- Adelaida Las Santas Loureiro, c. 1950s
- Born: July 22, 1918 Villarejo de Salvanés, Community of Madrid, Spain
- Died: November 15, 2006 (aged 88) Madrid, Spain
- Occupations: Journalist, poet
- Known for: Co-founder of the literary circle Versos con faldas
- Notable work: Versos con faldas; Poemas de Adelaida
- Spouse: Guillermo Osorio (m. 1955–1982; his death)

= Adelaida Las Santas =

Spanish journalist

Adelaida Las Santas Loureiro (Villarejo de Salvanés, 22 July 1918 – Madrid, 15 November 2006) was a Spanish journalist, poet, and co-founder of the literary gathering Versos con faldas.

== Biography==

===Early age===

She was born in Villarejo de Salvanés (Madrid), but moved to the capital of Spain at a very young age.

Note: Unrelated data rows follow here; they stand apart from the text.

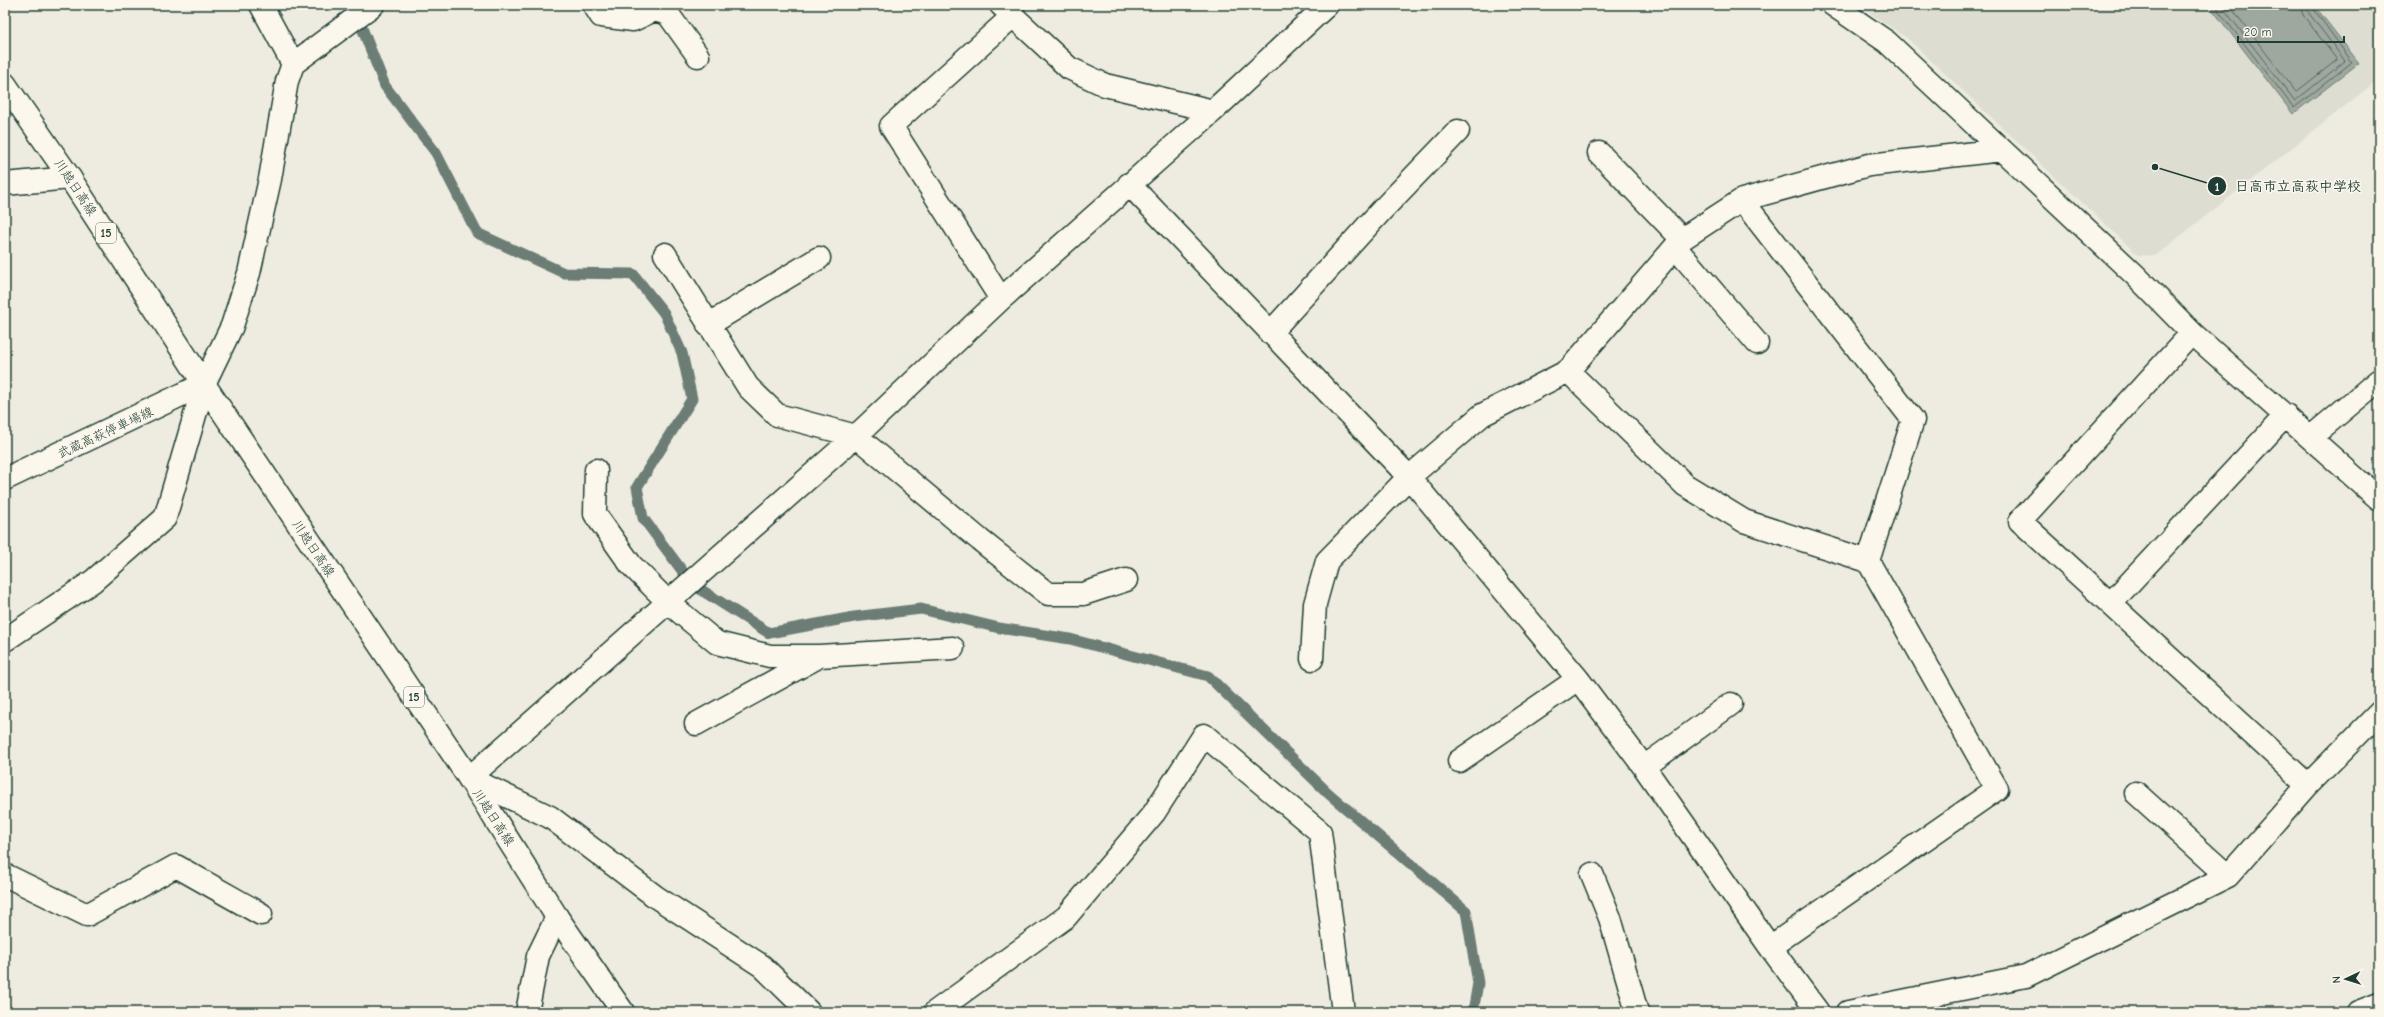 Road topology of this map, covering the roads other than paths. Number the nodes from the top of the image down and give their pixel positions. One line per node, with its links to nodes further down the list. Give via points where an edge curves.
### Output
1 (261, 5): 8 (street)
2 (372, 5): 8 (street)
3 (594, 5): 7 (street, via 601,16 633,20 654,10 668,14)
4 (1327, 5): 10 (street)
5 (1833, 5): 12 (street, via 1887,42)
6 (1007, 10): 10 (street, via 1069,68 1105,85); 21 (street, via 891,126)
7 (698, 56)
8 (293, 64): 28 (street, via 287,81 270,179 249,274 232,326)
9 (5, 84): 14 (street, 川越日高線 / 15)
10 (1213, 111): 16 (street)
11 (1458, 131): 23 (street)
12 (2002, 150): 17 (street, via 1869,165); 24 (street, via 2135,275)
13 (1599, 153): 18 (street)
14 (70, 178): 15 (street); 28 (street, 川越日高線 / 15)
15 (5, 184)
16 (1130, 184): 21 (street); 23 (street)
17 (1742, 200): 18 (street); 36 (street, via 1913,420)
18 (1678, 243): 25 (street); 26 (street)
19 (666, 254): 22 (street)
20 (819, 258): 22 (street)
21 (1001, 299): 30 (street)
22 (708, 325): 30 (street, via 748,387 777,415)
23 (1270, 333): 33 (street)
24 (2192, 333): 29 (street); 39 (street, via 2020,520)
25 (1757, 343)
26 (1568, 371): 33 (street, via 1482,415); 36 (street, via 1685,485 1744,521)
27 (2379, 380): 31 (street)
28 (204, 384): 34 (street, 武蔵高萩停車場線); 40 (street, via 165,518 93,581); 50 (street, 川越日高線 / 15)
29 (2286, 415): 31 (street); 39 (street)
30 (856, 436): 37 (street, via 1048,594 1083,594); 38 (street)
31 (2311, 437): 35 (street)
32 (596, 470): 38 (street, via 595,514 631,565)
33 (1409, 477): 43 (street, via 1327,561 1315,604); 44 (street)
34 (5, 479)
35 (2379, 499)
36 (1868, 561): 58 (street, via 1997,789)
37 (1126, 580)
38 (671, 601): 42 (street, via 717,643 770,656); 50 (street)
39 (2111, 604): 51 (street)
40 (5, 640)
41 (953, 648): 42 (street)
42 (819, 656): 47 (street)
43 (1312, 659)
44 (1578, 679): 48 (street); 49 (street)
45 (1731, 704): 49 (street)
46 (2379, 713): 51 (street)
47 (696, 724)
48 (1459, 761)
49 (1644, 767): 58 (street)
50 (469, 778): 57 (street, 川越日高線 / 15); 62 (street, via 550,817 656,897 762,966)
51 (2308, 785): 55 (street)
52 (2136, 793): 55 (street)
53 (1592, 874): 65 (street, via 1610,918)
54 (5, 875): 56 (street, via 87,915 176,866)
55 (2228, 876): 67 (street, via 2026,976)
56 (261, 914)
57 (557, 917): 60 (street, via 538,956); 61 (street, 川越日高線 / 15)
58 (1770, 947): 66 (street)
59 (2379, 1004): 68 (street)
60 (527, 1012)
61 (623, 1012)
62 (809, 1012)
63 (935, 1012): 64 (street, via 1066,917 1154,813 1204,735 1320,832)
64 (1343, 1012)
65 (1637, 1012)
66 (1818, 1012)
67 (1848, 1012)
68 (2358, 1012) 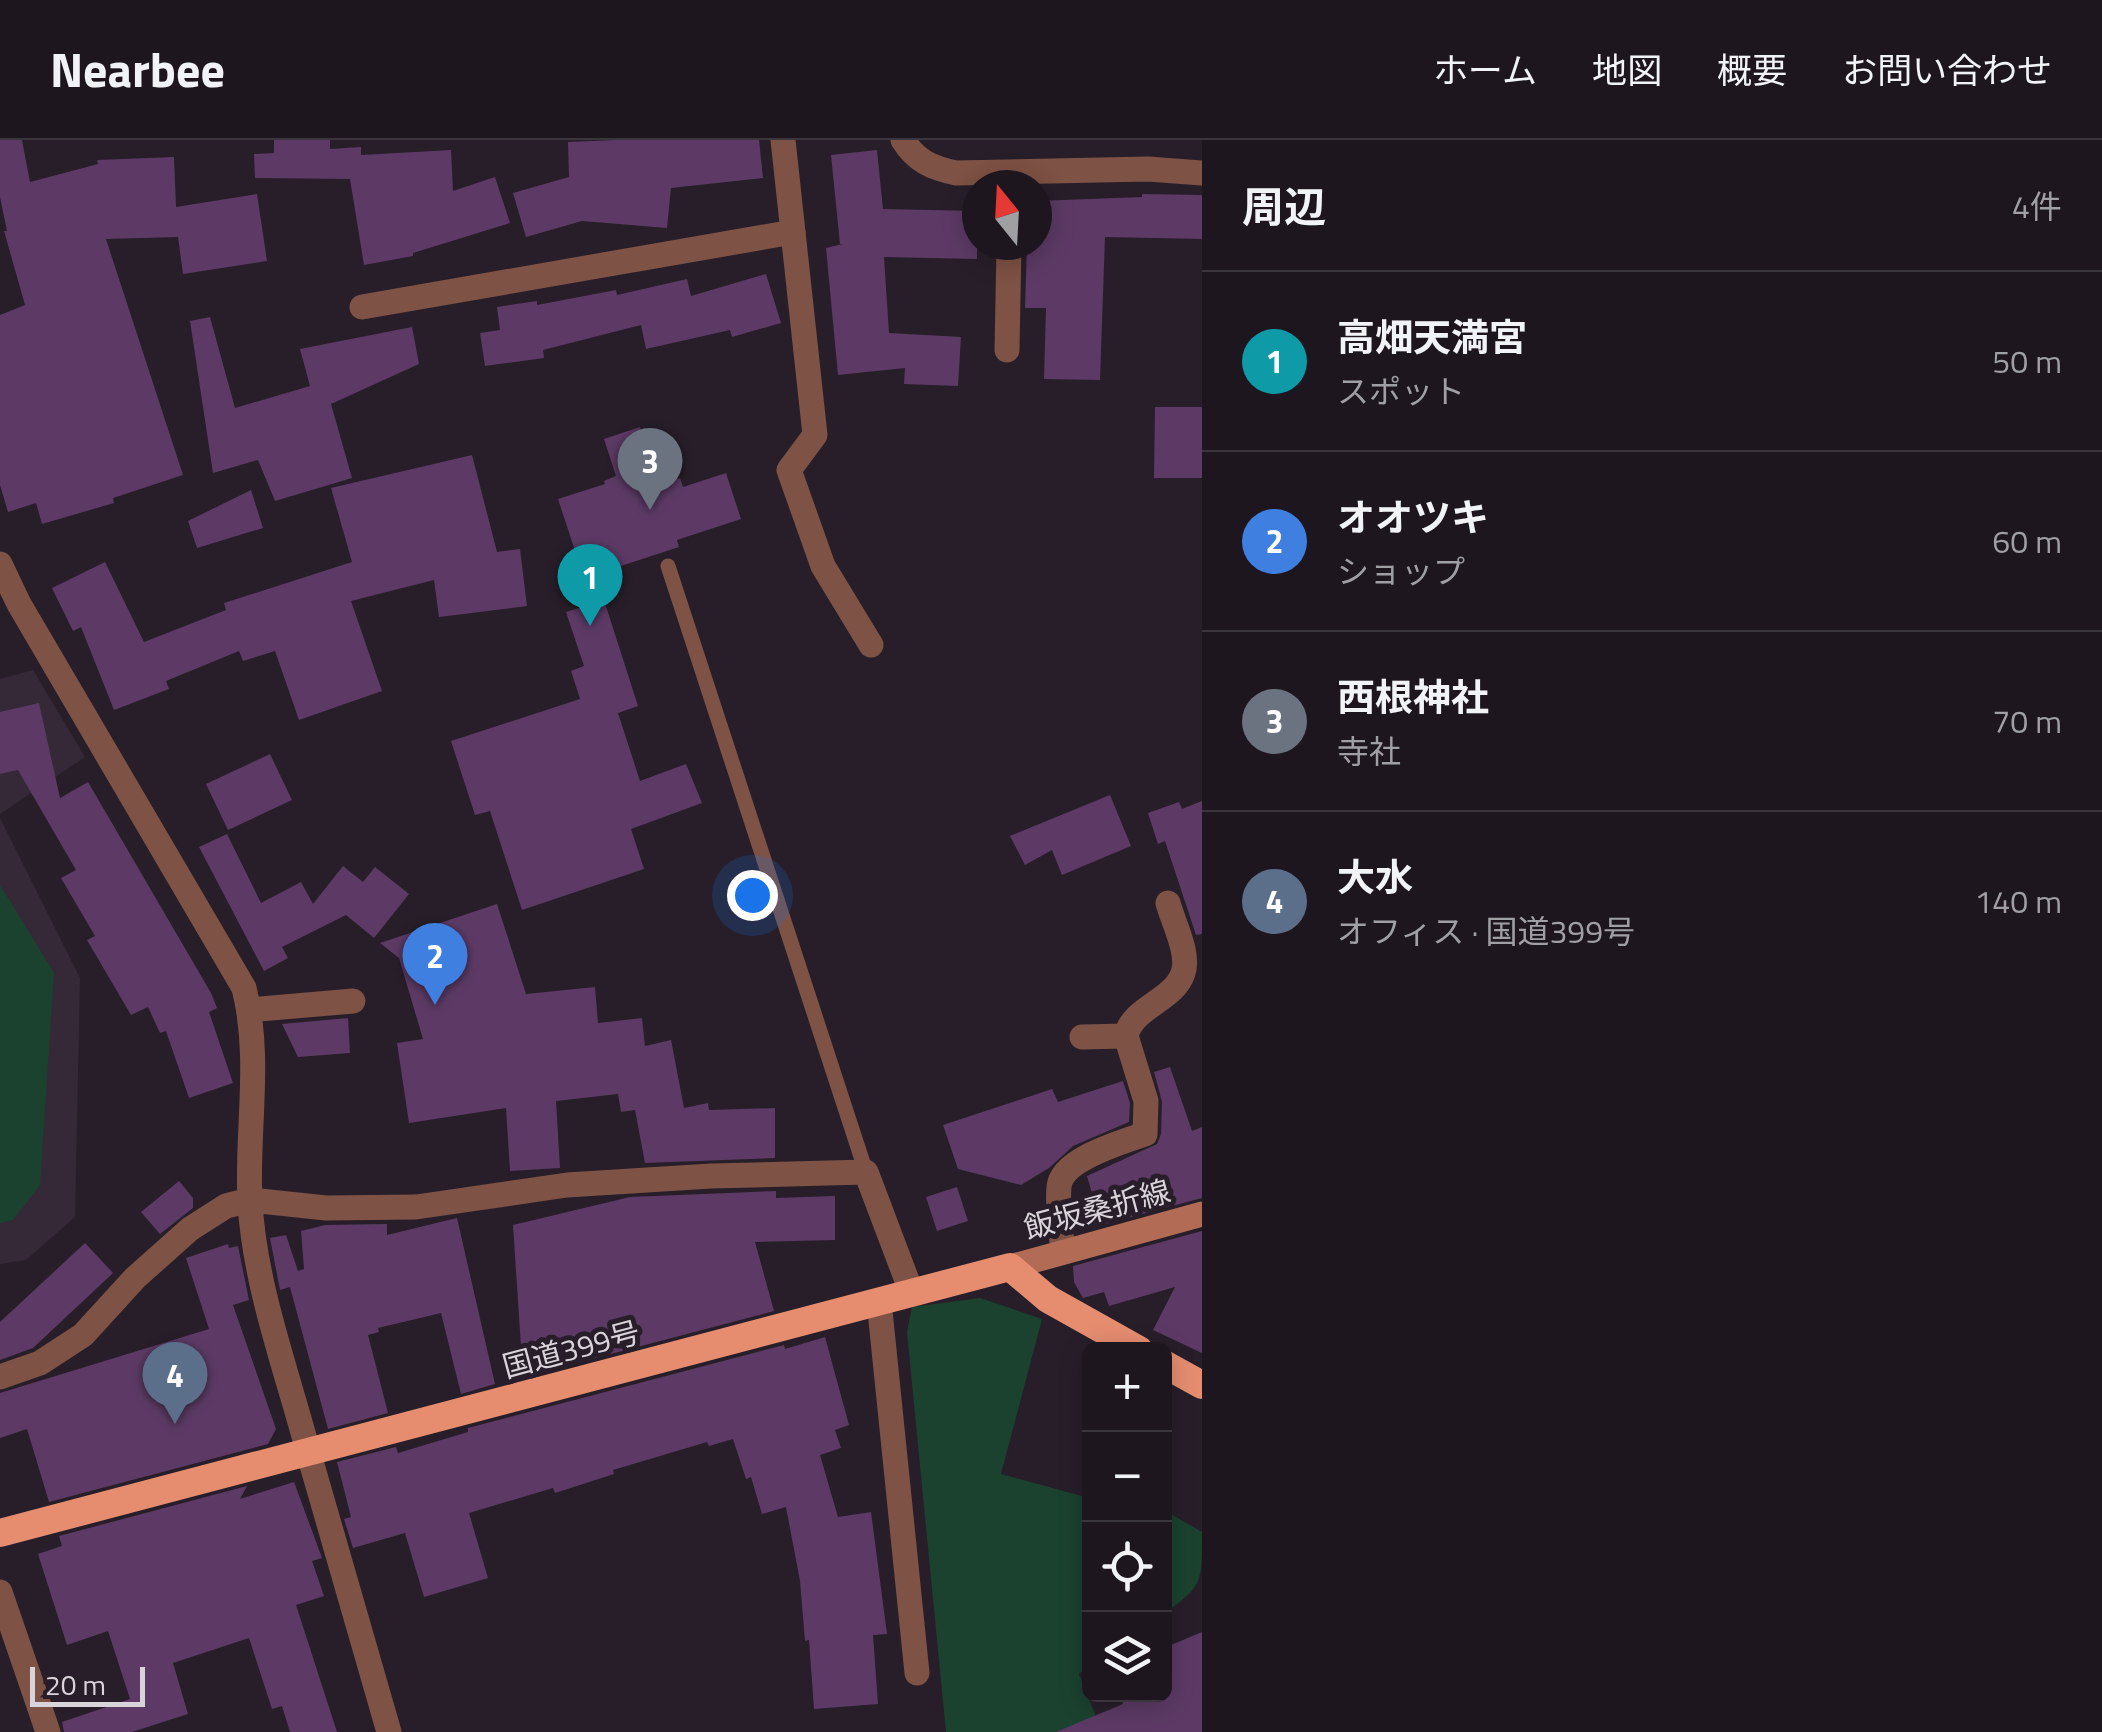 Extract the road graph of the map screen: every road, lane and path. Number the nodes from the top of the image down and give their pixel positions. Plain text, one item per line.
1 (784, 140) edge
2 (903, 140) edge
3 (1202, 173) edge
4 (962, 174) edge
5 (1052, 175) edge
6 (794, 232) junction
7 (1008, 260) edge
8 (362, 307) dead end
9 (1007, 350) dead end
10 (0, 564) edge
11 (668, 566) dead end
12 (871, 645) dead end
13 (1168, 904) dead end
14 (353, 1000) dead end
15 (249, 1010) junction
16 (1126, 1036) junction
17 (1082, 1038) dead end
18 (866, 1172) junction
19 (250, 1200) junction
20 (1202, 1214) edge
21 (1062, 1252) junction
22 (1010, 1267) junction
23 (911, 1292) junction
24 (879, 1301) junction
25 (1124, 1342) edge
26 (1172, 1368) edge
27 (0, 1377) edge
28 (1202, 1385) edge
29 (308, 1452) junction
30 (0, 1533) edge
31 (0, 1592) edge
32 (916, 1673) dead end
33 (48, 1732) edge
34 (388, 1732) edge

1 - 6 street
2 - 4 street
3 - 5 street
6 - 8 street
6 - 12 street
7 - 9 street
10 - 15 street
11 - 18 lane
13 - 16 street
14 - 15 street
15 - 19 street
16 - 17 street
16 - 21 street
18 - 19 street
18 - 23 street
19 - 27 street
19 - 29 street
20 - 21 main road, 飯坂桑折線
21 - 22 main road, 飯坂桑折線
22 - 23 highway, 国道399号
22 - 25 highway
23 - 24 highway, 国道399号
24 - 29 highway, 国道399号
24 - 32 street
26 - 28 highway
29 - 30 highway, 国道399号
29 - 34 street
31 - 33 street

===Life during Spanish Civil War===

In August 1936 she remained living in Madrid, and she helped her friend, the Falangist Luis Carmona, who had escaped from the Modelo prison.

On 4 September, anarchist militiamen from the FAI showed up at her home to arrest her for helping him, but Las Santas refused to cooperate. Despite her denial, Carmona was arrested and disappeared.

===After the war===

In 1950 she earned a degree in Journalism and began writing for various newspapers in Madrid. At the same time, she wrote poetry which she presented at several literary gatherings that were common at the time. In April 1950 she participated in the tribute to Emilio Carrere. In 1951 she created the literary circle ‘‘Versos con faldas’’ together with Gloria Fuertes and María Dolores de Pablos, acting as secretary. She took part in numerous recitals, either alone or accompanied by some of her colleagues from the group.

===Marriage===

In 1955 she married the writer Guillermo Osorio (1918–1982), who, according to Mery Varona, was:
"Guillermo was a bohemian and “cursed” writer. He had taken part in the war in a tank unit of the Republican army. Later, he went through French prisoner camps and through Spanish prisons and concentration camps. In 1950 he settled in Madrid, where he drifted from tavern to literary gathering, writing short stories and sonnets, a member of the so-called “ethylic generation” of Café Varela, where his friends—Manuel Alcántara, Eduardo Alonso, Alejandro Carriedo, Manuel Martínez Remis—met. That’s how Adelaida found him, took charge of him, sheltered him, and tried to put some order in his life, as much as Guillermo allowed, which was not much."
Las Santas was responsible for publishing her husband’s work, not only during his lifetime but also after his death, releasing two posthumous poetry collections.

===Posterior links with literature and death===

Throughout her life she remained closely linked to literature: in April 1957 and May 1960 she participated in two recitals at the Centro Asturiano with some of her "Versos con faldas" colleagues. In 1957 she took part in the sixth Saturday of Galerías Cascorro, along with Gloria Clavo, María Paz Viloria and Acacia Uceta. The following year, she also took part in the twentieth Saturday of the same literary circle, held in March. She gave lectures and directed a sonnet series at the Ateneo.

In 1959 she directed ‘‘Aguacantos,’’ a poetic gathering she described as an “oral newspaper.”

Adelaida Las Santas died in Madrid on 15 November 2006.

== Versos con faldas ==

In the poetry circle she founded with Gloria Fuertes and María Dolores de Pablos, Las Santas served as secretary, but in practice she acted as director, since Gloria Fuertes—the nominal director—fully trusted her:

"I value your drive, your energy and will. I’ll help by giving you the completed programs so you can notify the people.” She was the one who financed the programs and effectively managed the gathering. The group came to an end in 1953 when the General Directorate of Security banned poetry readings and café gatherings".

In 1983 she published the first anthology of "Versos con faldas." Years later, in 2019, based on Las Santas’ previous work, the publishing house Torremozas released another anthology that included introductory studies, biographies of the members, period photographs, and more.

== Works ==

=== Poetry ===
- Destellos. Madrid, self-published, 1950.
- Poemas de Adelaida. Madrid, Rumbos, 1954.
- Versos con faldas: (A brief history of a literary gathering founded by women in 1951). Madrid, Aguacantos, 1983.
- Y hace cincuenta años hubo una guerra: romance para que lo cante un ciego. Aguacantos, 1984.
- Poemas de la sinceridad. Madrid, self-published, 1997.

=== Children's literature ===
- Poema de la perra gorda que se convirtió en perra chica y otros poemas para las niñas y niños de Cuenca. Aguacantos, 1997.

=== Prose ===
- Poetas de café. Madrid, Cultura Clásica y Moderna, 1959.